Goal of the exercise -
Review the listing and copy each line that holds the word "nodes".

Material for this exercise -
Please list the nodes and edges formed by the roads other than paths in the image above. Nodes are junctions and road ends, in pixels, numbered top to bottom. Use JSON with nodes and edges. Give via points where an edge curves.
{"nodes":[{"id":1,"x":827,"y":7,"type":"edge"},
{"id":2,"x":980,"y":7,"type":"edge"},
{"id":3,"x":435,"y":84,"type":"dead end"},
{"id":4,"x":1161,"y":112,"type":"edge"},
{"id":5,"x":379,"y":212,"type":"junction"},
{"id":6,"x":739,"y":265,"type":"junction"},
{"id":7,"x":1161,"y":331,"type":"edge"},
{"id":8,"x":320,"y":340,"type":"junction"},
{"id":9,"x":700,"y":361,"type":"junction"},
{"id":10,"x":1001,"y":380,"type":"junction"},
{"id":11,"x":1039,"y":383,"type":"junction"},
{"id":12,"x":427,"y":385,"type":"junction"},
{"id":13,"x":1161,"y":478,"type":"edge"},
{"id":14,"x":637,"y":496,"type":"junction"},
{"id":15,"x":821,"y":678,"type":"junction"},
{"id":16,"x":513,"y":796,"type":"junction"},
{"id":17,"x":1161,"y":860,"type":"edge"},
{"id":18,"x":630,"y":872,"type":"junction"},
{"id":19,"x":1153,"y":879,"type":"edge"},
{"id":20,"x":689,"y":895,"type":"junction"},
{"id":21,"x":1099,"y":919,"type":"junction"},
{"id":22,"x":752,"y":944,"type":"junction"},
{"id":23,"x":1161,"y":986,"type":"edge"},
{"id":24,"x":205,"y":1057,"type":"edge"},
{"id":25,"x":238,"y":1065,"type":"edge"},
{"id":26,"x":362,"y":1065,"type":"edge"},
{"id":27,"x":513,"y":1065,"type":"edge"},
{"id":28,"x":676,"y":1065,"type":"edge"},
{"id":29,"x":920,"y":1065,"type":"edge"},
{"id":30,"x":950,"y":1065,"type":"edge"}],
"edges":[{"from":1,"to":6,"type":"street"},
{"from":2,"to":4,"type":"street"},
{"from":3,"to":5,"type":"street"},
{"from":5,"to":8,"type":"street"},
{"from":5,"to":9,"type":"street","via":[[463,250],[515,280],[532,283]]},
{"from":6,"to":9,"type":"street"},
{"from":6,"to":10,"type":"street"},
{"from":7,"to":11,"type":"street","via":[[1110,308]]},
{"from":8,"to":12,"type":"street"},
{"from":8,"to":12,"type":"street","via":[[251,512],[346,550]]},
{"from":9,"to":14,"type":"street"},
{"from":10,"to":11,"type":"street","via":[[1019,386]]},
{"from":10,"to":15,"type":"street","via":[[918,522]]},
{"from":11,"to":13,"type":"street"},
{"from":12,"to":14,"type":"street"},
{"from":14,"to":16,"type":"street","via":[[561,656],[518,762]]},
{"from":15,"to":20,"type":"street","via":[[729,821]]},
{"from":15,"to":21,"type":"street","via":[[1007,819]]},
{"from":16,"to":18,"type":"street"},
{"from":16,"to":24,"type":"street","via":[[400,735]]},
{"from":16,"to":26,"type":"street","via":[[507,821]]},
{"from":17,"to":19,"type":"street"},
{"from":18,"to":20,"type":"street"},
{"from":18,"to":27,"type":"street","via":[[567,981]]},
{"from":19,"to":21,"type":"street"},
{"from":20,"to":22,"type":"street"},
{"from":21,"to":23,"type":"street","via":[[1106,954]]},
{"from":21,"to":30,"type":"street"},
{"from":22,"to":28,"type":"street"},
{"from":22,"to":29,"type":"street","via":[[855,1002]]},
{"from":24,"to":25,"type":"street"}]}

Answer to the exercise -
Please list the nodes and edges formed by the roads other than paths in the image above. Nodes are junctions and road ends, in pixels, numbered top to bottom. Use JSON with nodes and edges. Give via points where an edge curves.
{"nodes":[{"id":1,"x":827,"y":7,"type":"edge"},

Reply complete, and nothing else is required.